**What this task involves**
Read the records below and copy each line that contains "Pyrame".

**Provided records**

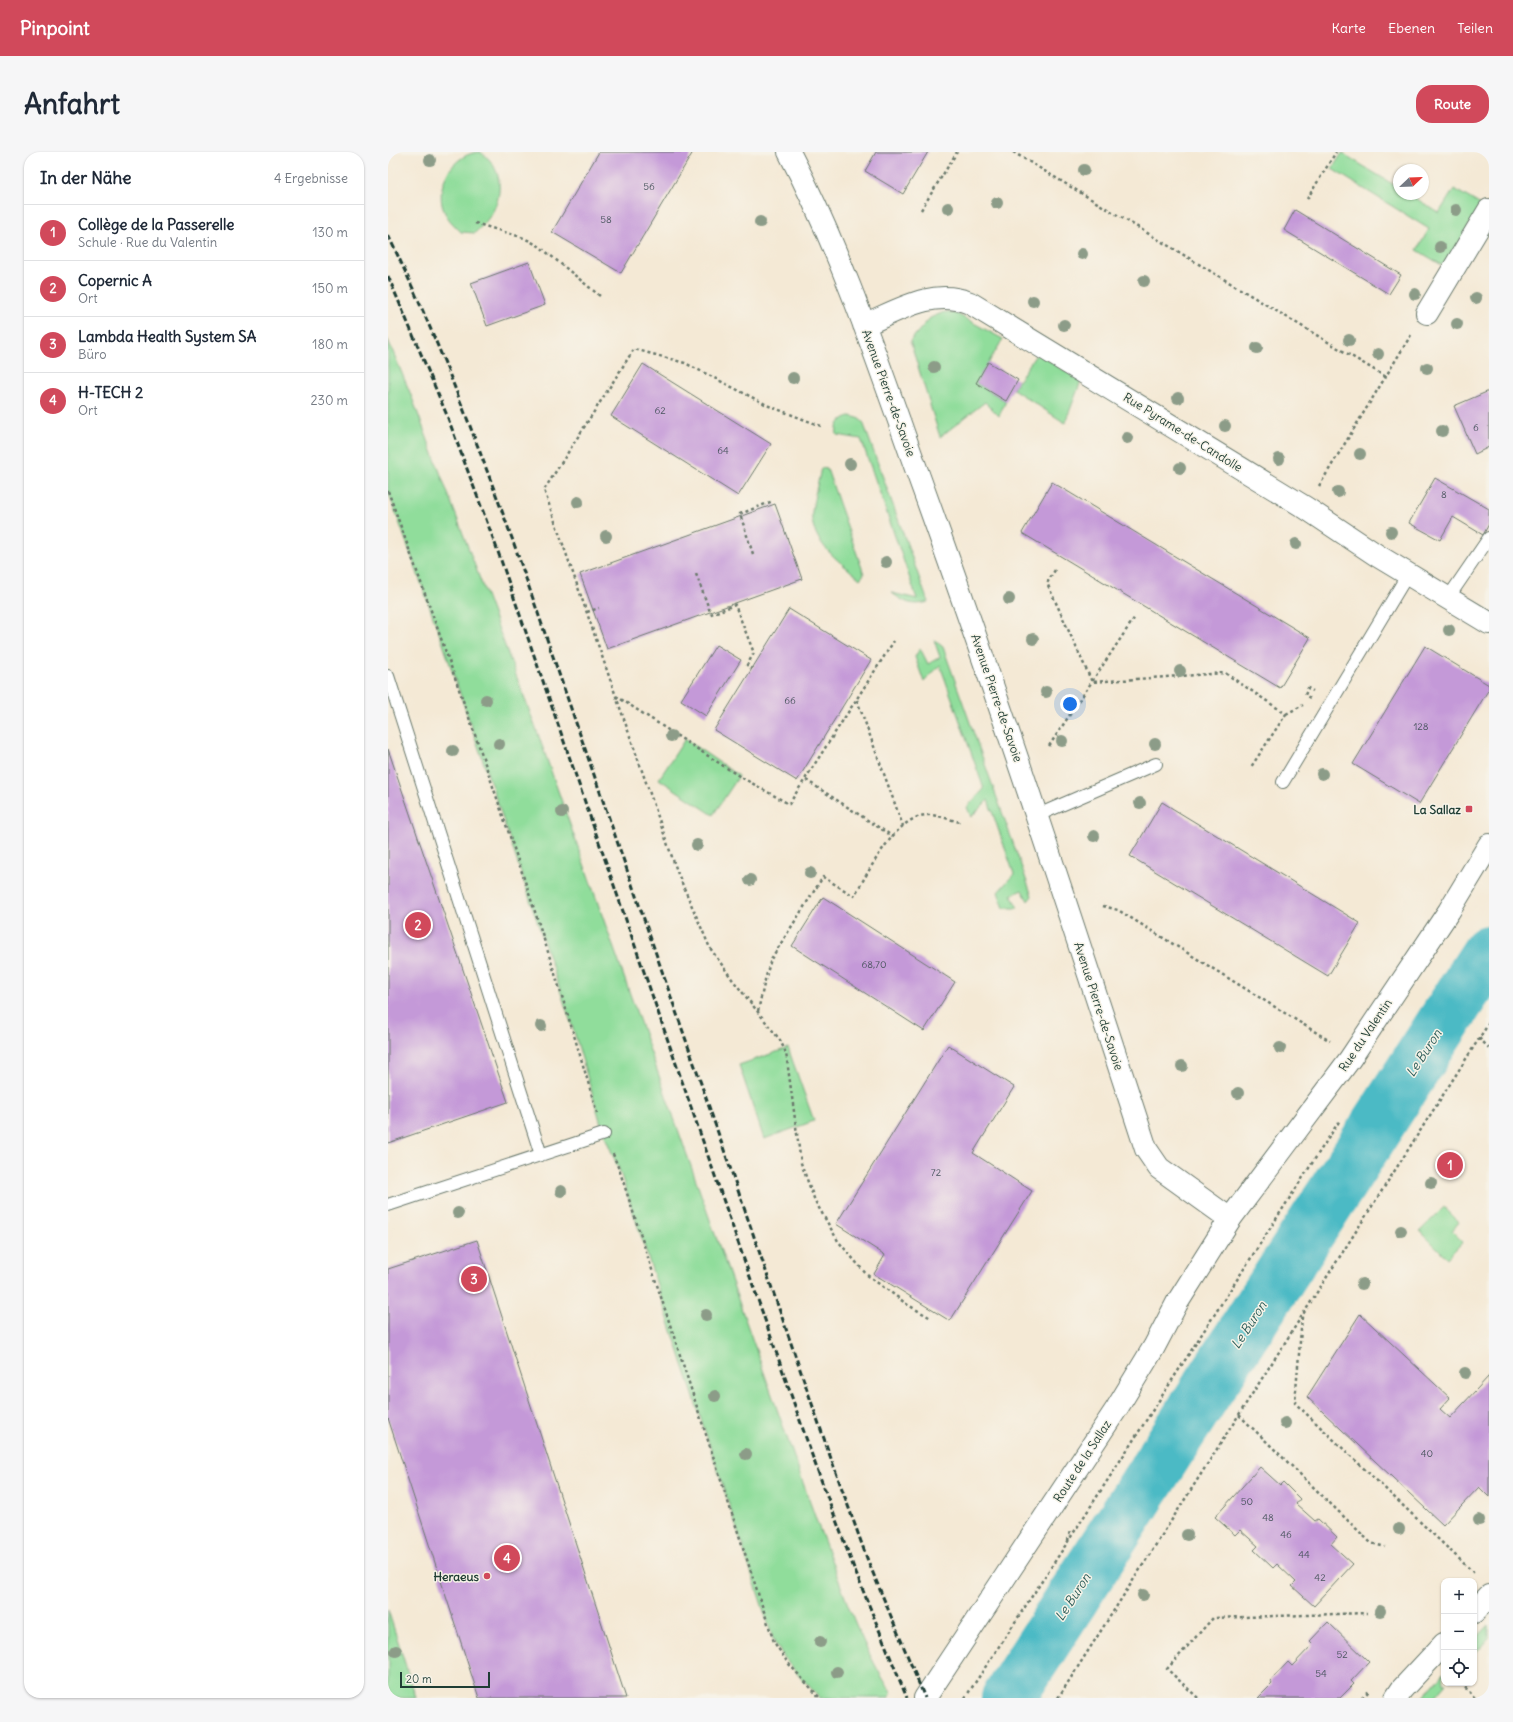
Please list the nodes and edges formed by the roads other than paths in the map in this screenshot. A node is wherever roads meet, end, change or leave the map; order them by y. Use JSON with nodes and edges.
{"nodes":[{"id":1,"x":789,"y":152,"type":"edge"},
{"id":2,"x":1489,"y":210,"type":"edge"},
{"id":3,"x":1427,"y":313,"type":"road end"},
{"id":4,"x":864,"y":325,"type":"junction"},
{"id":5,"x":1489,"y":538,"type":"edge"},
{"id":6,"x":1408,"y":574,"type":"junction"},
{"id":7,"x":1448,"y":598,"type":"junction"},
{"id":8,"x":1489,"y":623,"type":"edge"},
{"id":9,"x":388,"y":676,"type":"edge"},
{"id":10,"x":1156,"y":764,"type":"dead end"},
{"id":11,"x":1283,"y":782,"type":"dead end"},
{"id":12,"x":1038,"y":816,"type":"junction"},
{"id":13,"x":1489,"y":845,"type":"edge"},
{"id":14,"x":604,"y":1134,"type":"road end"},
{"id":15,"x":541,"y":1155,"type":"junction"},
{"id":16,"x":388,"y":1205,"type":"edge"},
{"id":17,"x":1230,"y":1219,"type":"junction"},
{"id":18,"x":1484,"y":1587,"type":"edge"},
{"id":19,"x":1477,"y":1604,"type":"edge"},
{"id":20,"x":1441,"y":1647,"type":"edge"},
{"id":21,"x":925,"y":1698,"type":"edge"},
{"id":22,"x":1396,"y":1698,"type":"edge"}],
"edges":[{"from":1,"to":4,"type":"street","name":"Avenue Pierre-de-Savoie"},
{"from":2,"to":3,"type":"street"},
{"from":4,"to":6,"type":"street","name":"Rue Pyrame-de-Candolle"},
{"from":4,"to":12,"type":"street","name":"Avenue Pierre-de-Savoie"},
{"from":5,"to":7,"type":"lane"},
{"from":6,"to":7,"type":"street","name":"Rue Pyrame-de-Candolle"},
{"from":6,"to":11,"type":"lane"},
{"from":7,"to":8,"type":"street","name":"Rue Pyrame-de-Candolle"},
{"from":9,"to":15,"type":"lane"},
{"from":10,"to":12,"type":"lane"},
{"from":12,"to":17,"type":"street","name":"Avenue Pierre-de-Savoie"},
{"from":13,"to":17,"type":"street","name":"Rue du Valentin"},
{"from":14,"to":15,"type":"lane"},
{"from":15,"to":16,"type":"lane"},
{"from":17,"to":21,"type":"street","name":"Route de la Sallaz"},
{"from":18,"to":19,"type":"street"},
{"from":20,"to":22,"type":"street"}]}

**Output**
{"from":4,"to":6,"type":"street","name":"Rue Pyrame-de-Candolle"},
{"from":6,"to":7,"type":"street","name":"Rue Pyrame-de-Candolle"},
{"from":7,"to":8,"type":"street","name":"Rue Pyrame-de-Candolle"},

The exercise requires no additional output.